The Only Good Nazi is... this Guy's Father?

Father-son relationships are interesting things to be sure. There’s not much that would make me throw my Dad under the bus. I think being a leader in the slaughter of millions would be an exception to that. Apparently not for this man, Horst von Wachter whose father Otto von Wachter was that leader. Financial Times Magazine has an interesting profile of Horst proving yet again thatdenial is a powerful force.

Schloss Haggenberg is an imposing 17th-century baroque castle about an hour’s drive north of Vienna and a little short of Austria’s border with Slovakia. Built around an enclosed courtyard, it stands four storeys high, a foreboding stone structure that appears impenetrable aside from the large, double wooden doors at its front. It has seen better days.

For the last quarter century the schloss has been the home of Horst von Wächter and his wife Jacqueline, who live in a few of its many sparsely furnished rooms. Without central heating, the bitter cold is staved off by wood-burning fires and the odd electric heater, improbable under crumbling baroque cornice-work and the fading paint of its walls.

In one room, under the rafters that support a great roof, Horst has kept his father’s library. He has invited me to look around the collection. I extricate a book at random from a tightly stacked shelf. The first page contains a handwritten dedication in a neat German script. To SS-Gruppenführer Dr Otto Wächter “with my best wishes on your birthday”. The deep blue signature beneath, slightly smudged, is unforgiving. “H. Himmler, 8 July 1944”.

The signature’s power to shock is heightened by its context. The book is a family heirloom, not a museum artefact. It was offered to Horst’s father as a token of appreciation, for services rendered. It draws a direct line between Horst’s family and the Nazi leadership.

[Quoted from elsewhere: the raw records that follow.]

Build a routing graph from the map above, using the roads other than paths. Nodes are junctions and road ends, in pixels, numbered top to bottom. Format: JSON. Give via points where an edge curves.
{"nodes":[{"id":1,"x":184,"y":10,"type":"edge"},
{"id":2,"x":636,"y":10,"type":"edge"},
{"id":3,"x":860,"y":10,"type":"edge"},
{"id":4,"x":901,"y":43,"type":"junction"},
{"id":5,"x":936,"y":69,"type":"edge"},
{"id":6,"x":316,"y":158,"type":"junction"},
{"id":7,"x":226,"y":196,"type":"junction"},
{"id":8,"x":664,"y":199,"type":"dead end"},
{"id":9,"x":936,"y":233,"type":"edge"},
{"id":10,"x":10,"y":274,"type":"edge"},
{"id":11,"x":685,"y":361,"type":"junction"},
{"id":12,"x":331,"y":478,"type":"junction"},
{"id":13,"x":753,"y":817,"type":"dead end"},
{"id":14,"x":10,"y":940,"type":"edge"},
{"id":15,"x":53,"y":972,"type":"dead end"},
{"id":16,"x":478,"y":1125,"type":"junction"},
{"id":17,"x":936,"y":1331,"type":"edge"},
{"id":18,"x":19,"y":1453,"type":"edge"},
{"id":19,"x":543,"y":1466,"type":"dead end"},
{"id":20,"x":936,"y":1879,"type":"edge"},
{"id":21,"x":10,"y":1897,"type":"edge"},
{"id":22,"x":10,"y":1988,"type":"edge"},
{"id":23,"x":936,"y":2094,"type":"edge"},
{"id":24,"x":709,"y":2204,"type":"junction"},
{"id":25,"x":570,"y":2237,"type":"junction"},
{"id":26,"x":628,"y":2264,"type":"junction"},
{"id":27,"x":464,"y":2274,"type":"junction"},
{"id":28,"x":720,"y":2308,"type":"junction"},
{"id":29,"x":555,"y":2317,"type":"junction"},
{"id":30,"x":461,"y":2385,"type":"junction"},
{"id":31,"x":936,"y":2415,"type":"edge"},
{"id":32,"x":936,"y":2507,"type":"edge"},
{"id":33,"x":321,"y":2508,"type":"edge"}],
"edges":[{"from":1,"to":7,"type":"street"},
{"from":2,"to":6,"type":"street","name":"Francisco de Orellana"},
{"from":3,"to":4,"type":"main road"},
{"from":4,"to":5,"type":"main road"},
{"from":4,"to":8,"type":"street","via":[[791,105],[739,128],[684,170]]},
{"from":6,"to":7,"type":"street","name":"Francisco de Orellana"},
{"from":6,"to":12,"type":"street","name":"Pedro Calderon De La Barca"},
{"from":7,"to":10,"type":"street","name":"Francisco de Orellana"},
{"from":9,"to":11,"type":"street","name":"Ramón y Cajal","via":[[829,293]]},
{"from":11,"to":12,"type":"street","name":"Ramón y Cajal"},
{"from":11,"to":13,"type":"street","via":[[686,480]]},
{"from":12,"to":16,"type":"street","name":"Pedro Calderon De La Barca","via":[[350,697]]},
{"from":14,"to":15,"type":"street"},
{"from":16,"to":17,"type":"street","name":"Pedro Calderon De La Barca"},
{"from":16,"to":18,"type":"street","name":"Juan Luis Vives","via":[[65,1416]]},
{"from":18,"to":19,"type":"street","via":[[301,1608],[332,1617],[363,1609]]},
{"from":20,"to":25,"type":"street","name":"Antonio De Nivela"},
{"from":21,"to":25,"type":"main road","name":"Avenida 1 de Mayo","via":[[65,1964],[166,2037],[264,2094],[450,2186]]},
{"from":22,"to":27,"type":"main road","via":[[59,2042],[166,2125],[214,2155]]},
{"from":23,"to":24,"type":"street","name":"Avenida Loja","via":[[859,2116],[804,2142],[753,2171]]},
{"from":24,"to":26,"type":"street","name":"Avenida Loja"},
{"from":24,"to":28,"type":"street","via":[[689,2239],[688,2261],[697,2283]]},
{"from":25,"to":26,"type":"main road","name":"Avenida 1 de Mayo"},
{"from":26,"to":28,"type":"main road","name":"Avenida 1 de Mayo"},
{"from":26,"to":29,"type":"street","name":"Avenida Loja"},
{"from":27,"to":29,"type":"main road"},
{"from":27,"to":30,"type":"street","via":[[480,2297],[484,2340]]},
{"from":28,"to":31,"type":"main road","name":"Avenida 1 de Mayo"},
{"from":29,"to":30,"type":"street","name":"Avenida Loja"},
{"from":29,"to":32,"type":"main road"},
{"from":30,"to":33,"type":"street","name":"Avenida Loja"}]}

One floor down, in the main room used by Horst as his study, he has gathered some family photo albums. Horst is equally generous and open with these. They contain the stuff of normal family life: images of children and grandparents, skiing holidays, boating trips, birthday parties. Yet among these unsurprising images, other kinds of photographs are interspersed.

A single page offers the following: August 1931, an unknown man is chiselling around a swastika carved into a wall. Above this is an undated photograph of a man leaving a building under a line of arms raised in Nazi salute. The caption reads “Dr Goebbels” – Hitler’s propaganda minister. Another image records three men in conversation in a covered railway yard or perhaps a market. Under this undated photo are the initials “A.H.”. I look more closely. The man at the centre is Hitler, and next to him I recognise his photographer, Heinrich Hoffmann, who introduced Hitler to Eva Braun. The third man I don’t know.

Go read the whole thing.

8 comments to The Only Good Nazi is… this Guy’s Father?

  • Tracy,txmom2many

    I feel deeply for him. While no one in my family was convicted of crimes against humanity, my grandfather did some horrible things on a small scale. He also happened to be someone who loved me and created a safe space for me during some important times. My mother has also done some very damaging things, I’ve often said the only thing I learned from her was how NOT to do life. But it’s not true. She is part of me, I did learn things from her that, redeemed and used by God, have actually been wonderful things. It’s incredibly difficult to reconcile the awful actions and decisions of a close relative to the fact that their blood runs in you, you are bound to them in a way that can’t be broken. In fact, I would say without Jesus, it’s not possible to see redemption in any of it. Even with Jesus, my most prominent fear is that one day I will wake up and destroy everything I’ve been blessed with because that’s what people do in my family. Laying that down without becoming complacent is a struggle.
    My best guess is that he gives his father cover in order to believe there is the possibility of redemption for himself. But without Jesus, there is no redemption. I do hope he comes to know the Lord and sets this free.

    • Rufus

      Tracy, I think you’ll be fine. I’ve mentioned before; people who know me are surprised when they meet my folks, and my folks are equally confused at how I got here, (my folks arent evil, just very different than me) but I am definitely 50% of them both. I just put the DNA to different use. You have become who you are through conscious effort and choice. That won’t “magically” disappear overnight.

      As I’ve written before, it’s often very hard to “go against your tribe,” but as you learn a new way the knowledge stays with you. I assume Zoon’s father doesn’t play piano as well as he does. One day Zoon won’t wake up and forget all the music he’s internalized and you will never stop being the “you” you have become!

  • Scott M.

    My ancestors in Mississippi owned slaves.Is that supposed to keep me awake at night?